Oh yah, 1 advice, make the animation contains 2 colors, black and white, gradient. and dont forget to make it semi-transparent using GIMP or something...
Re: Dynamic water?
Posted:
Tue Jun 09, 2009 4:06 pm
by Camper1995
ok
Re: Dynamic water?
Posted:
Tue Jun 16, 2009 8:57 pm
by jimmynewguy
lolololololol i was trying to see if i could come up with a way that didn't involve drawn water.....well i did but it's HIGHLY improbable lol.....it had 360 actors for one ripple...so actual splash would definetly crash
It doesn't even slow down right now, but actually putting it in a game is a total joke
sorry i guess your gonna have to draw water (if this topic is even alive lol)
Re: Dynamic water?
Posted:
Wed Jun 17, 2009 2:17 pm
by Camper1995
Re: Dynamic water?
Posted:
Thu Jun 18, 2009 3:06 am
by DST
Drawn fx is the way ge was intended to work. Its like the thing with animation ones and twos - twos is drawing every other frame, then duplicating it to make twice as much animation, instead of one drawing per frame.

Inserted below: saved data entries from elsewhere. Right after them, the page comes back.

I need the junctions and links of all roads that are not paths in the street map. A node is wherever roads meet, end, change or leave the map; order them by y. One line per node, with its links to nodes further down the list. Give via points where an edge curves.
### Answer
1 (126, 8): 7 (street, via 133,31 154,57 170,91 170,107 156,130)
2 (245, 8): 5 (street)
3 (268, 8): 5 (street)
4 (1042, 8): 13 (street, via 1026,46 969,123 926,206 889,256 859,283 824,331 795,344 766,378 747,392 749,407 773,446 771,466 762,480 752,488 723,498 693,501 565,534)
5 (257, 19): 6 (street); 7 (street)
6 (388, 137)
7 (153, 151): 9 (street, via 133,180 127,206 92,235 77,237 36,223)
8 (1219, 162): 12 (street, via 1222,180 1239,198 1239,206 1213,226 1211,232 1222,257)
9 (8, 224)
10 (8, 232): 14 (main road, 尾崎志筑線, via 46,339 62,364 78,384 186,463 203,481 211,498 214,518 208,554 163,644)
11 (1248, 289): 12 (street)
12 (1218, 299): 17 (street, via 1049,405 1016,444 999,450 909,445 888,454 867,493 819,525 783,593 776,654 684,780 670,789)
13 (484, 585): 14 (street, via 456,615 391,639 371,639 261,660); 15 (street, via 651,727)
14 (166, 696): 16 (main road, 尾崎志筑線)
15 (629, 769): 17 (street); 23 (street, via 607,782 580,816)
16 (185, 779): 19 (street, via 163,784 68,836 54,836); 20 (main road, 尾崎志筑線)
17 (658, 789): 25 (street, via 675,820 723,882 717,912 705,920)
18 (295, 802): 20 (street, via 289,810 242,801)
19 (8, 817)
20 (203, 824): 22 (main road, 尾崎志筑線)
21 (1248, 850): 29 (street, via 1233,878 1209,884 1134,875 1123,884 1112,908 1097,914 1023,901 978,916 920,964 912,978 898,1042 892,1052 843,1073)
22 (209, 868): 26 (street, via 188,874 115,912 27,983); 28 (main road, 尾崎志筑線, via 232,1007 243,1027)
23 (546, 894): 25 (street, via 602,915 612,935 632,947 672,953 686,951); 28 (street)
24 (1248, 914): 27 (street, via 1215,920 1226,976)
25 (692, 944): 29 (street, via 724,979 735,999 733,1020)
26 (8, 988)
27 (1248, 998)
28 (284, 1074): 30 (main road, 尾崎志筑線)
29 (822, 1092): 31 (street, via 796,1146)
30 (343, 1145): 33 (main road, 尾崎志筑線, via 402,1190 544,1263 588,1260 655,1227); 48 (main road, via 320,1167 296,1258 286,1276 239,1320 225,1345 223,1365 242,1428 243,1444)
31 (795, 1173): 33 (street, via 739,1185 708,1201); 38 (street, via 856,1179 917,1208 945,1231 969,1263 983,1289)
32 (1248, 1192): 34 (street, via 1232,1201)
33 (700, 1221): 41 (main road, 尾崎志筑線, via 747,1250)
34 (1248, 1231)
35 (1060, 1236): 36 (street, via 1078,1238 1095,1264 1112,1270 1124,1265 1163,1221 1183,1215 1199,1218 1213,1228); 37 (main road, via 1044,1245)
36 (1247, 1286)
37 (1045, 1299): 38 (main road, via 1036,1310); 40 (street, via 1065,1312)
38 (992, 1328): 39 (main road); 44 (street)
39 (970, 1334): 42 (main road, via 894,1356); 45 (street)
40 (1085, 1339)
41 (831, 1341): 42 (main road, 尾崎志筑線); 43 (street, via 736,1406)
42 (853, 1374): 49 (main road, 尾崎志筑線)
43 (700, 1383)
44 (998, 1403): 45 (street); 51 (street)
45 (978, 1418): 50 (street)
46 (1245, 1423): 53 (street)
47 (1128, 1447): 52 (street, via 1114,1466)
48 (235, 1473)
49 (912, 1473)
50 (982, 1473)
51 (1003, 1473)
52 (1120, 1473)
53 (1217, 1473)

Often, things drawn in 2's are better because - people simulate the movement of things, with blurs, trails, and high tension drawing; whereas with 1's people tend to just draw what's there. plain old boring reality. DragonballZ made great use of twos by often drawing goku as just a blur. It really got the point across nicely, without trying to overdo the frames. They packed the tension into the individual frames itself. Even if they weren't animated, they'd still look awesome!
My point is, a particle fx system does not end up looking any better than drawn fx. In many cases, it looks worse. Your water might be more complex in an fx system, but most of that complexity will be random and not really necessary to achieve the effect, while only a small portion of the particles do exactly what they should.